« J'avais le sentiment d'avoir une grand-mère à la maison et plus de mère. Ca faisait une drôle d'impression. Je l'appelais toujours maman mais le mot n'avait plus de goût dans ma bouche. C'était devenu un mot fade, presque banal »
Parmi les quelques références littéraires qui parsèment ce texte, on trouve ces vers de Paul Fort : "Il n'y avait jamais de beau temps / Dans ce pauvre paysage / Il n'y avait jamais de printemps / Ni derrière ni devant » extraits de La complainte du petit cheval blanc. Ce sont des vers qui reflètent assez bien ce que peut ressentir Louise, 16 ans et personnage central de ce récit.

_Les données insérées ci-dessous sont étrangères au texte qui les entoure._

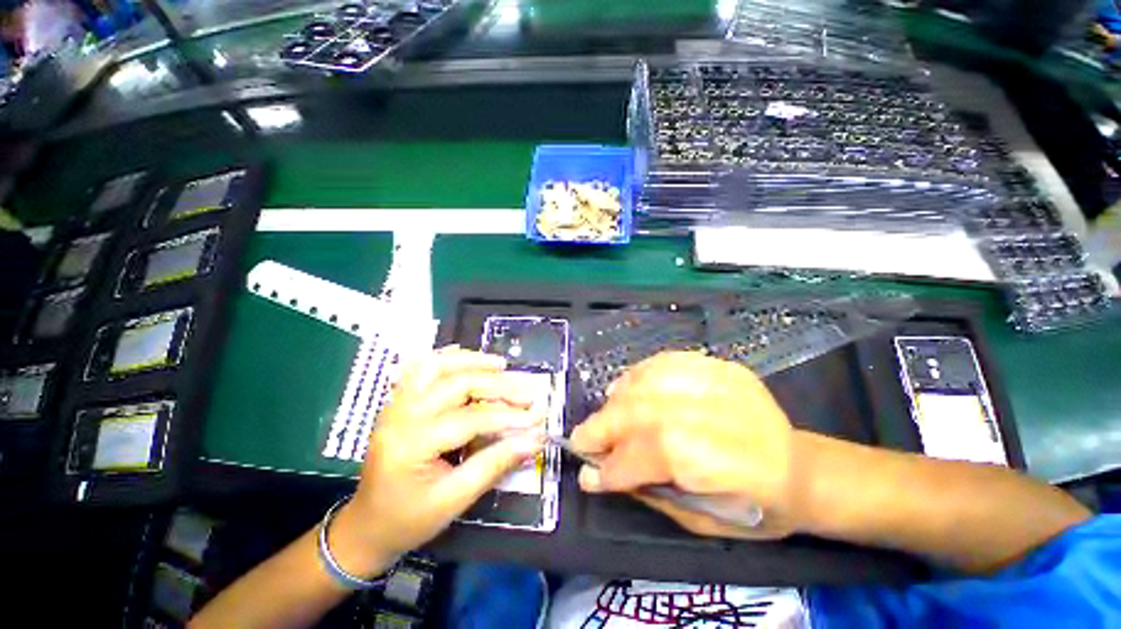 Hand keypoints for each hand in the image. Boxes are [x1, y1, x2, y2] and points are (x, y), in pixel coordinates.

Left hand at [331, 348, 546, 576]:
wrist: (366, 526)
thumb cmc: (409, 520)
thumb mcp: (455, 499)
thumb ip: (495, 464)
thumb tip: (533, 440)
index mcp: (411, 444)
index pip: (470, 419)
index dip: (508, 416)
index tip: (537, 417)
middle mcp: (401, 415)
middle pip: (457, 384)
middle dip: (497, 385)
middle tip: (526, 392)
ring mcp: (396, 405)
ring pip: (436, 366)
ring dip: (472, 361)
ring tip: (500, 364)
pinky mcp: (398, 402)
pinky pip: (421, 369)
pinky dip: (446, 359)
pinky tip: (465, 357)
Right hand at [571, 351, 800, 539]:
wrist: (801, 467)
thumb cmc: (758, 509)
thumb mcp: (706, 523)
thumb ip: (649, 491)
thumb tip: (597, 473)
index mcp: (733, 463)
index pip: (658, 453)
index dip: (617, 464)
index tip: (588, 474)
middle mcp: (726, 413)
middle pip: (648, 409)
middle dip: (605, 425)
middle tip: (582, 439)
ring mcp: (722, 381)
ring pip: (652, 381)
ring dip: (617, 399)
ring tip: (603, 416)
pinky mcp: (718, 365)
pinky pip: (665, 361)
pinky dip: (637, 375)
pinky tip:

En tout cas, le dernier printemps remonte à longtemps. En effet, sa mère est atteinte de sclérose en plaques depuis 5 ans et la maladie a atteint un degré très invalidant : épuisée, elle passe la majeure partie du temps à dormir et ne peut assumer les responsabilités du quotidien, elle a d'ailleurs besoin de quelqu'un pour ses piqûres quotidiennes. Le récit s'ouvre sur le départ du père, une valise au bout de chaque bras : il quitte le navire au cœur de la tourmente. Un court moment, Louise est tentée de partir avec lui mais elle ne peut pas bien-sûr… Elle reste et va devoir assumer toutes les responsabilités domestiques ; repas, ménage, courses, elle va devoir soigner sa mère, s'occuper de son petit frère. Il n'y a plus de place pour son petit ami, elle le quitte ; malheureux, il se venge d'elle via facebook, en postant une photo dénudée d'elle. Grâce à Maya son amie, elle arrive à limiter les dégâts. Bref, c'est une ado qui, à la maison assume des charges d'adulte mais qui, au lycée, a les préoccupations des filles de son âge : amitié, amours… Évidemment, il y a des débordements inévitables. Le récit oscille entre ces deux focales : la maison et le lycée.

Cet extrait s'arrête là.